A direção do Comércio é exercida desde primeiro de janeiro deste ano por Joelma Ospedal, jornalista experiente, há duas décadas no Comércio, e cujas qualidades profissionais e pessoais a credenciam com louvor para desenvolver trabalho ético, cuidadoso, de liderança enérgica mas atenciosa às demandas do grupo de profissionais que comanda e dos milhares de leitores que acompanham o jornal que ela agora dirige. E no atual momento vivido pelo Comércio, que se é de transformação também é de resiliência, vem se somar à jovem direção de Joelma a força também jovem de Rodrigo Henrique, cujos vínculos com o Comércio superam os vinte anos. Com experiência administrativa, energia transbordante, e um talento incomensurável para a comunicação, Rodrigo prossegue sua trajetória na empresa, vivendo mais um capítulo e protagonizando agora papel que o desafia e ao mesmo tempo o motiva, o que será benéfico para toda a equipe.

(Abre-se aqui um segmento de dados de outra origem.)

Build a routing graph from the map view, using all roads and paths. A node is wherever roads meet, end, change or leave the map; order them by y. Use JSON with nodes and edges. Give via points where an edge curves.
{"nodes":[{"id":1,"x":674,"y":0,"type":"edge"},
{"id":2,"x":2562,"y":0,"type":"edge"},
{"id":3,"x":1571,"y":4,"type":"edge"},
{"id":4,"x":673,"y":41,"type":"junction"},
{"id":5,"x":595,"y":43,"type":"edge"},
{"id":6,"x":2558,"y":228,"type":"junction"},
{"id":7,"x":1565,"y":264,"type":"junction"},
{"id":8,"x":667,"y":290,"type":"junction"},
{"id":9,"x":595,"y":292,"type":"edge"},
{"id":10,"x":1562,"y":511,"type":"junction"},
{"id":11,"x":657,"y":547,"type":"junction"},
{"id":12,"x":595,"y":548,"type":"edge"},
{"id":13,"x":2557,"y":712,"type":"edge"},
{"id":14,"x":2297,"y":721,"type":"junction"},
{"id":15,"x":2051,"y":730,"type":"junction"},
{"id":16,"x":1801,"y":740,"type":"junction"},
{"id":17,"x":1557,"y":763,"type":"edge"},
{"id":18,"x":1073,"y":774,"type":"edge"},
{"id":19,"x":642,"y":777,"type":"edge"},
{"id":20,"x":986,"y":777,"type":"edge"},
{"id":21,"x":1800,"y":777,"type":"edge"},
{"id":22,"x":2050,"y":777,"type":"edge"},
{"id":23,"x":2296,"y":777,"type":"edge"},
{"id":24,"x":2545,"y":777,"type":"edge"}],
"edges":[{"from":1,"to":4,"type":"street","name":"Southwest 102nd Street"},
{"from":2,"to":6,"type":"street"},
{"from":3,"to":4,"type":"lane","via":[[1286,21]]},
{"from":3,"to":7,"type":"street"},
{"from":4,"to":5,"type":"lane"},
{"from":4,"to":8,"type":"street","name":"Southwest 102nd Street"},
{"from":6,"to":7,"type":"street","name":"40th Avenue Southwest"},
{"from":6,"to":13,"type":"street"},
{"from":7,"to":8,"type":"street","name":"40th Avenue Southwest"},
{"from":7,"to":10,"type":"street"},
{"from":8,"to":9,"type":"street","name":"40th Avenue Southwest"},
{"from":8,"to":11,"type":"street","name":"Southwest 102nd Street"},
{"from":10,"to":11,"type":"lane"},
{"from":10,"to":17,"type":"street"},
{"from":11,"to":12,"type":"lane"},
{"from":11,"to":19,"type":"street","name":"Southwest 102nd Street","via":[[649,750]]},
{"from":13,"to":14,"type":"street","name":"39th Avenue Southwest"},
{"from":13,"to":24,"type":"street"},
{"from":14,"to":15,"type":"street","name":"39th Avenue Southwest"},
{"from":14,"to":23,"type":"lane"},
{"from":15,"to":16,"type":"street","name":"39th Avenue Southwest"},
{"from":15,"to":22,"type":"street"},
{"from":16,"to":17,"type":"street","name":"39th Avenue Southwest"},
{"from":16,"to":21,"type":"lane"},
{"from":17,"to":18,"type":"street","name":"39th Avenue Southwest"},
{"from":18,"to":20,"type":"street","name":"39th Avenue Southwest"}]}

Apesar do império da virtualidade, do noticiário instantâneo, da segmentação avassaladora, da fluidez perturbadora que levou vários impressos brasileiros, alguns centenários, ao encerramento de suas atividades nestes tempos pós-modernos, o Comércio da Franca resiste. E em condições de se reinventar, mudando formato, adotando textos mais concisos, abrindo espaços para a interlocução com o leitor. E, claro, mantendo um noticiário pleno de informações significativas com a credibilidade que o fez sustentar-se impávido até aqui, e num estilo que o distingue e define como o jornal que todo mundo lê- porque gosta dele e nele confia.
Vista em retrospectiva, a história do centenário Comércio lembra tocha acesa passada de uma mão a outra. Os que não permitiram que ela se apagasse, garantiram o tremular da chama destinada a iluminar a pluralidade de ideias, valores, manifestações, anseios, vontades e intenções da comunidade de leitores à qual o jornal se destina. Para eles, a equipe comandada por Joelma Ospedal preparou a edição cuidadosa deste domingo, com listas de fatos e fotos que emocionaram, surpreenderam, embelezaram, motivaram e levaram o leitor a refletir sobre a vida e suas circunstâncias nem sempre previsíveis. Ler este material é também reencontrar o passado recente e mobilizar a alma para reavaliar sob novos ângulos a Franca para a qual o jornal existe.